Tu as voulu un peuple libre,
Tu as voulu rendre leur Honneur,
Tu as voulu être le sauveur,
Tu nous as montré notre cible,
Tu as montré que ce n'était pas impossible,
Tout un peuple a fait le choix.
Qu'à jamais brille l'Etoile de Liberté !
Et la foule se leva d'un coup, d'un sel grand élan comme guidé par un instinct immuable et chanta.
L'ombre envahit la lumière,
Les pleurs remplacent les rires,
Mais pour ramener le bonheur d'hier
Un homme se sacrifie pour nous l'offrir.
Les yeux remplit de larmes, Kendrick regarda les gens attroupés chantaient sa bravoure et son courage, dans un seul et grand élan. Il reconnaissait parmi eux des soldats qui avaient combattu à ses cotés. Le condamné ne connaissait que Elline, sa fille bien aimée, pour chanter ainsi.
Le Duc de Steptown criait de rage pour qu'on fasse cesser la populace et ordonna la mort du condamné. Mais les soldats semblaient abasourdis par la foule, et le bourreau n'osait rien faire. La voix limpide se fit de nouveau entendre.
Je chante ton courage,
Je chante ta bravoure,
Qui fit renaître des enfants aux sages
La soif de vengeance et d'amour.
Tu as pourfendu l'ennemi de ton épée,
Faisant de tes cris un Hymne,
Qui résonnera pour longtemps dans nos esprits.
Qu'à jamais brille l'Etoile de la Liberté !
Et de nouveau des centaines de gorges entamèrent le refrain avec un regain d'énergie. Le chant enveloppa le château, virevoltant au grés des intonations. Le Duc de Steptown hurlait toujours la mort du rebelle, et un capitaine finit par se ressaisir. Il pointa son arbalète sur le condamné.Kendrick regarda fièrement le garde et avec un geste dédaigneux et leva les yeux vers les cieux.

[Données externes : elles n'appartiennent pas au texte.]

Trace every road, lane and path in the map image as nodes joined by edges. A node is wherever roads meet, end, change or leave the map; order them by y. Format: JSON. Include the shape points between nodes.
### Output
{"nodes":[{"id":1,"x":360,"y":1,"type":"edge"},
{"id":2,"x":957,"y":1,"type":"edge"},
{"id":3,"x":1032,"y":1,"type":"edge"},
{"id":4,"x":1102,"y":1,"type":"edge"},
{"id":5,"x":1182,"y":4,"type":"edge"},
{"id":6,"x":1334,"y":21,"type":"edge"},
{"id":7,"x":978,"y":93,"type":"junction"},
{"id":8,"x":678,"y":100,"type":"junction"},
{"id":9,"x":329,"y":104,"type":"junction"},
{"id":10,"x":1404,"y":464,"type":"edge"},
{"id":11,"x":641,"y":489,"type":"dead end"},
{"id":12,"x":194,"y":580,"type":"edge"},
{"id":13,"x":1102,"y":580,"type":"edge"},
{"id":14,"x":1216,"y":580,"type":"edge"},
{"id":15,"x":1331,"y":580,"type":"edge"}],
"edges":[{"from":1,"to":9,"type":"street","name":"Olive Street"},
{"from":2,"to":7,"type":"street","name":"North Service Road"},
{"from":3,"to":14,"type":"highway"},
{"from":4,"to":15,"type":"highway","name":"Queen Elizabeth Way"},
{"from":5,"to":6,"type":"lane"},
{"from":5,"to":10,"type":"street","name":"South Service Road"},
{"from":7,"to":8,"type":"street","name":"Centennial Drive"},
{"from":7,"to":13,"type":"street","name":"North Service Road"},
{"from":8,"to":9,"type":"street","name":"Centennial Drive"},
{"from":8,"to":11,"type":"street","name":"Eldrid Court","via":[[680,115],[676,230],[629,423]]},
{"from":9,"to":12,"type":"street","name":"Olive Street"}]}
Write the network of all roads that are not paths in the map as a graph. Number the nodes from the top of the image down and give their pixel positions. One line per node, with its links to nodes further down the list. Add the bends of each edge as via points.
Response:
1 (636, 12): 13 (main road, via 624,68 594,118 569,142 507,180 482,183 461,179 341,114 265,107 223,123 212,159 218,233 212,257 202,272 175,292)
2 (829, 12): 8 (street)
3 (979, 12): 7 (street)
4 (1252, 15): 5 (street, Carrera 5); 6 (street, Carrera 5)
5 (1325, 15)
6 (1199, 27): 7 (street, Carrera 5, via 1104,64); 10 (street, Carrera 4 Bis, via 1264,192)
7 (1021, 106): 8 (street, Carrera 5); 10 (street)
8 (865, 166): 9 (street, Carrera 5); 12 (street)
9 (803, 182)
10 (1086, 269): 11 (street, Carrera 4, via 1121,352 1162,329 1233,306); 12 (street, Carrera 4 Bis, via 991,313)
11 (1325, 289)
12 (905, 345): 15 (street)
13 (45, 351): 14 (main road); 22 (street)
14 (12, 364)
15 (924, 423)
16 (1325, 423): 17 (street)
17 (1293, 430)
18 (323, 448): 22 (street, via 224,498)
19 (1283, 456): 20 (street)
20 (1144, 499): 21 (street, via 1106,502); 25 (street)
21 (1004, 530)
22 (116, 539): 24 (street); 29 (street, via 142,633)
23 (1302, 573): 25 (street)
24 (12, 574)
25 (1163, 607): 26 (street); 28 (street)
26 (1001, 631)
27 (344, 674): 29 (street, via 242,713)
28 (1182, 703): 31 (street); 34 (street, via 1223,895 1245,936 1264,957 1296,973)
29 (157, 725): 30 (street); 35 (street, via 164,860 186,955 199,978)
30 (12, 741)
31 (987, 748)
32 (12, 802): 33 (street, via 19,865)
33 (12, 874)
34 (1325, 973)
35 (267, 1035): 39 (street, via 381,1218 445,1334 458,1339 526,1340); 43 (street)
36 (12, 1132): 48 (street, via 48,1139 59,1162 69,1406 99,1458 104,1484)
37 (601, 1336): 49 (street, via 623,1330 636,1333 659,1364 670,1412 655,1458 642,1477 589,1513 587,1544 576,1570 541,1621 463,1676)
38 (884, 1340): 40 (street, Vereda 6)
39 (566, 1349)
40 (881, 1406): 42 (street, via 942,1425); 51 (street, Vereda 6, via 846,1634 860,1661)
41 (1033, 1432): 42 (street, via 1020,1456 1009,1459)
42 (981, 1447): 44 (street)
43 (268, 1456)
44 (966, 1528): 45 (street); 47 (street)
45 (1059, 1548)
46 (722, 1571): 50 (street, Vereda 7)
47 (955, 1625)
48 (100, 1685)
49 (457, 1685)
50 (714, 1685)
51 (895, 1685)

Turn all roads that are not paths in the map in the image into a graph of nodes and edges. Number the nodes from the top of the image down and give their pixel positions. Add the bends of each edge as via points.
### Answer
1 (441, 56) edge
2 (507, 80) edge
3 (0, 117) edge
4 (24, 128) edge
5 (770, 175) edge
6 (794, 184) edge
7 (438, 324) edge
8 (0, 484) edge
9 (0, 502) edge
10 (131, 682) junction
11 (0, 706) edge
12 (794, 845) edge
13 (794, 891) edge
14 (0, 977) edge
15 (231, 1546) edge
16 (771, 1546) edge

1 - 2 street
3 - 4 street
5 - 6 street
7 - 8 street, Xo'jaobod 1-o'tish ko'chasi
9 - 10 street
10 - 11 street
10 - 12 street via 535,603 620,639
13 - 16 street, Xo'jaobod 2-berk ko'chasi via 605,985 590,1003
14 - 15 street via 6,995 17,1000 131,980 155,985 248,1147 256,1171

« Jamais vous ne tuerez l'amour de la liberté en Irlande », murmura le noble.
Le carreau fut lancé percutant Kendrick en pleine poitrine. Le noble n'émit aucunes plaintes en s'écroulant. L'âme du héros s'envola vers son dernier repos, escorté par la balade de Kendrick O'Dallis, celui dont la liberté était le propre de tous hommes.